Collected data
☆ ☆ ☆ ☆
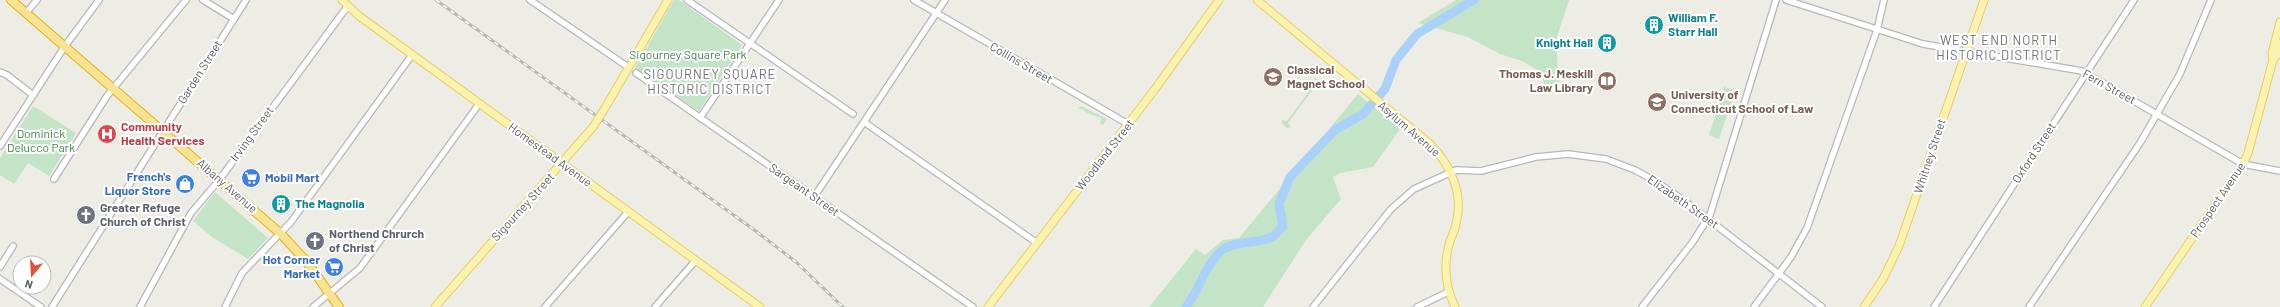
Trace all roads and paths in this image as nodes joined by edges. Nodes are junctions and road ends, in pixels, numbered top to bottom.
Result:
1 (11, 0) edge
2 (37, 0) edge
3 (99, 0) edge
4 (186, 0) edge
5 (203, 0) edge
6 (246, 0) edge
7 (342, 0) edge
8 (530, 0) edge
9 (542, 0) edge
10 (668, 0) edge
11 (687, 0) edge
12 (779, 0) edge
13 (914, 0) edge
14 (946, 0) edge
15 (1219, 0) edge
16 (1257, 0) edge
17 (1776, 0) edge
18 (1786, 0) edge
19 (1884, 0) edge
20 (1984, 0) edge
21 (2134, 0) edge
22 (2211, 0) edge
23 (539, 6) junction
24 (347, 7) junction
25 (26, 13) junction
26 (937, 13) junction
27 (234, 19) junction
28 (2280, 22) edge
29 (1877, 30) junction
30 (2280, 42) edge
31 (751, 44) junction
32 (65, 46) junction
33 (1966, 51) junction
34 (412, 55) junction
35 (2273, 60) junction
36 (628, 68) junction
37 (0, 72) edge
38 (636, 73) dead end
39 (2086, 73) junction
40 (113, 88) junction
41 (33, 95) junction
42 (479, 104) junction
43 (853, 114) dead end
44 (2157, 115) junction
45 (700, 118) junction
46 (864, 122) junction
47 (1128, 124) junction
48 (164, 131) junction
49 (0, 146) edge
50 (562, 164) junction
51 (2243, 164) junction
52 (2280, 171) edge
53 (1451, 172) junction
54 (54, 179) dead end
55 (220, 180) junction
56 (814, 197) junction
57 (628, 212) junction
58 (1708, 219) junction
59 (282, 234) junction
60 (1037, 243) junction
61 (13, 246) dead end
62 (696, 260) junction
63 (0, 267) edge
64 (1780, 274) junction
65 (0, 279) edge
66 (1448, 292) junction
67 (329, 293) junction
68 (40, 307) edge
69 (52, 307) edge
70 (140, 307) edge
71 (225, 307) edge
72 (313, 307) edge
73 (339, 307) edge
74 (435, 307) edge
75 (545, 307) edge
76 (655, 307) edge
77 (760, 307) edge
78 (973, 307) edge
79 (988, 307) edge
80 (1313, 307) edge
81 (1417, 307) edge
82 (1454, 307) edge
83 (1642, 307) edge
84 (1754, 307) edge
85 (1822, 307) edge
86 (1864, 307) edge
87 (1934, 307) edge
88 (2029, 307) edge
89 (2145, 307) edge

1 - 25 highway, Albany Avenue
2 - 25 street
3 - 32 street
4 - 40 street
5 - 27 street
6 - 27 street, Garden Street
7 - 24 main road, Homestead Avenue
8 - 23 street
9 - 23 street
10 - 36 main road, Sigourney Street
11 - 31 street
12 - 31 street
13 - 26 street, Collins Street
14 - 26 street
15 - 47 main road, Woodland Street
16 - 53 main road, Asylum Avenue
17 - 58 street
18 - 29 street, Fern Street
19 - 29 street
20 - 33 main road, Whitney Street
21 - 39 street, Oxford Street
22 - 44 street
23 - 36 street
24 - 34 main road, Homestead Avenue
24 - 55 street, Irving Street
25 - 32 highway, Albany Avenue
26 - 46 street
26 - 47 street, Collins Street
27 - 48 street, Garden Street
28 - 35 main road, Prospect Avenue
29 - 33 street, Fern Street
29 - 64 street
30 - 35 main road, Prospect Avenue
31 - 43 street
31 - 45 street
32 - 40 highway, Albany Avenue
32 - 41 street
33 - 39 street, Fern Street
33 - 86 main road, Whitney Street
34 - 42 main road, Homestead Avenue
34 - 59 street
35 - 51 main road, Prospect Avenue
36 - 50 main road, Sigourney Street, bridge
37 - 41 street
38 - 45 street, Sargeant Street
39 - 44 street, Fern Street
39 - 87 street, Oxford Street
40 - 48 highway, Albany Avenue
40 - 54 street
41 - 49 street
42 - 50 main road, Homestead Avenue
42 - 67 street
44 - 51 street, Fern Street
44 - 88 street
45 - 56 street, Sargeant Street
46 - 56 street
46 - 60 street
47 - 60 main road, Woodland Street
48 - 55 highway, Albany Avenue
48 - 69 street, Garden Street
50 - 57 main road, Homestead Avenue
50 - 74 main road, Sigourney Street
51 - 52 street, Fern Street
51 - 89 main road, Prospect Avenue
53 - 58 street, Elizabeth Street
53 - 66 main road, Asylum Avenue
53 - 80 street
55 - 59 highway, Albany Avenue
55 - 70 street, Irving Street
56 - 78 street, Sargeant Street
57 - 62 main road, Homestead Avenue
57 - 75 street
58 - 64 street, Elizabeth Street
58 - 83 street
59 - 67 highway, Albany Avenue
59 - 71 street
60 - 79 main road, Woodland Street
61 - 63 street
62 - 76 street
62 - 77 main road, Homestead Avenue
64 - 84 street
64 - 85 street, Elizabeth Street
65 - 68 street
66 - 81 street
66 - 82 main road, Asylum Avenue
67 - 72 street
67 - 73 highway, Albany Avenue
☆ ☆ ☆ ☆
For every record above, repeat the text exactly and omit any picture.

Trace all roads and paths in this image as nodes joined by edges. Nodes are junctions and road ends, in pixels, numbered top to bottom.
Result:
1 (11, 0) edge
2 (37, 0) edge
3 (99, 0) edge
4 (186, 0) edge
5 (203, 0) edge
6 (246, 0) edge
7 (342, 0) edge
8 (530, 0) edge
9 (542, 0) edge
10 (668, 0) edge
11 (687, 0) edge
12 (779, 0) edge
13 (914, 0) edge
14 (946, 0) edge
15 (1219, 0) edge
16 (1257, 0) edge
17 (1776, 0) edge
18 (1786, 0) edge
19 (1884, 0) edge
20 (1984, 0) edge
21 (2134, 0) edge
22 (2211, 0) edge
23 (539, 6) junction
24 (347, 7) junction
25 (26, 13) junction
26 (937, 13) junction
27 (234, 19) junction
28 (2280, 22) edge
29 (1877, 30) junction
30 (2280, 42) edge
31 (751, 44) junction
32 (65, 46) junction
33 (1966, 51) junction
34 (412, 55) junction
35 (2273, 60) junction
36 (628, 68) junction
37 (0, 72) edge
38 (636, 73) dead end
39 (2086, 73) junction
40 (113, 88) junction
41 (33, 95) junction
42 (479, 104) junction
43 (853, 114) dead end
44 (2157, 115) junction
45 (700, 118) junction
46 (864, 122) junction
47 (1128, 124) junction
48 (164, 131) junction
49 (0, 146) edge
50 (562, 164) junction
51 (2243, 164) junction
52 (2280, 171) edge
53 (1451, 172) junction
54 (54, 179) dead end
55 (220, 180) junction
56 (814, 197) junction
57 (628, 212) junction
58 (1708, 219) junction
59 (282, 234) junction
60 (1037, 243) junction
61 (13, 246) dead end
62 (696, 260) junction
63 (0, 267) edge
64 (1780, 274) junction
65 (0, 279) edge
66 (1448, 292) junction
67 (329, 293) junction
68 (40, 307) edge
69 (52, 307) edge
70 (140, 307) edge
71 (225, 307) edge
72 (313, 307) edge
73 (339, 307) edge
74 (435, 307) edge
75 (545, 307) edge
76 (655, 307) edge
77 (760, 307) edge
78 (973, 307) edge
79 (988, 307) edge
80 (1313, 307) edge
81 (1417, 307) edge
82 (1454, 307) edge
83 (1642, 307) edge
84 (1754, 307) edge
85 (1822, 307) edge
86 (1864, 307) edge
87 (1934, 307) edge
88 (2029, 307) edge
89 (2145, 307) edge

1 - 25 highway, Albany Avenue
2 - 25 street
3 - 32 street
4 - 40 street
5 - 27 street
6 - 27 street, Garden Street
7 - 24 main road, Homestead Avenue
8 - 23 street
9 - 23 street
10 - 36 main road, Sigourney Street
11 - 31 street
12 - 31 street
13 - 26 street, Collins Street
14 - 26 street
15 - 47 main road, Woodland Street
16 - 53 main road, Asylum Avenue
17 - 58 street
18 - 29 street, Fern Street
19 - 29 street
20 - 33 main road, Whitney Street
21 - 39 street, Oxford Street
22 - 44 street
23 - 36 street
24 - 34 main road, Homestead Avenue
24 - 55 street, Irving Street
25 - 32 highway, Albany Avenue
26 - 46 street
26 - 47 street, Collins Street
27 - 48 street, Garden Street
28 - 35 main road, Prospect Avenue
29 - 33 street, Fern Street
29 - 64 street
30 - 35 main road, Prospect Avenue
31 - 43 street
31 - 45 street
32 - 40 highway, Albany Avenue
32 - 41 street
33 - 39 street, Fern Street
33 - 86 main road, Whitney Street
34 - 42 main road, Homestead Avenue
34 - 59 street
35 - 51 main road, Prospect Avenue
36 - 50 main road, Sigourney Street, bridge
37 - 41 street
38 - 45 street, Sargeant Street
39 - 44 street, Fern Street
39 - 87 street, Oxford Street
40 - 48 highway, Albany Avenue
40 - 54 street
41 - 49 street
42 - 50 main road, Homestead Avenue
42 - 67 street
44 - 51 street, Fern Street
44 - 88 street
45 - 56 street, Sargeant Street
46 - 56 street
46 - 60 street
47 - 60 main road, Woodland Street
48 - 55 highway, Albany Avenue
48 - 69 street, Garden Street
50 - 57 main road, Homestead Avenue
50 - 74 main road, Sigourney Street
51 - 52 street, Fern Street
51 - 89 main road, Prospect Avenue
53 - 58 street, Elizabeth Street
53 - 66 main road, Asylum Avenue
53 - 80 street
55 - 59 highway, Albany Avenue
55 - 70 street, Irving Street
56 - 78 street, Sargeant Street
57 - 62 main road, Homestead Avenue
57 - 75 street
58 - 64 street, Elizabeth Street
58 - 83 street
59 - 67 highway, Albany Avenue
59 - 71 street
60 - 79 main road, Woodland Street
61 - 63 street
62 - 76 street
62 - 77 main road, Homestead Avenue
64 - 84 street
64 - 85 street, Elizabeth Street
65 - 68 street
66 - 81 street
66 - 82 main road, Asylum Avenue
67 - 72 street
67 - 73 highway, Albany Avenue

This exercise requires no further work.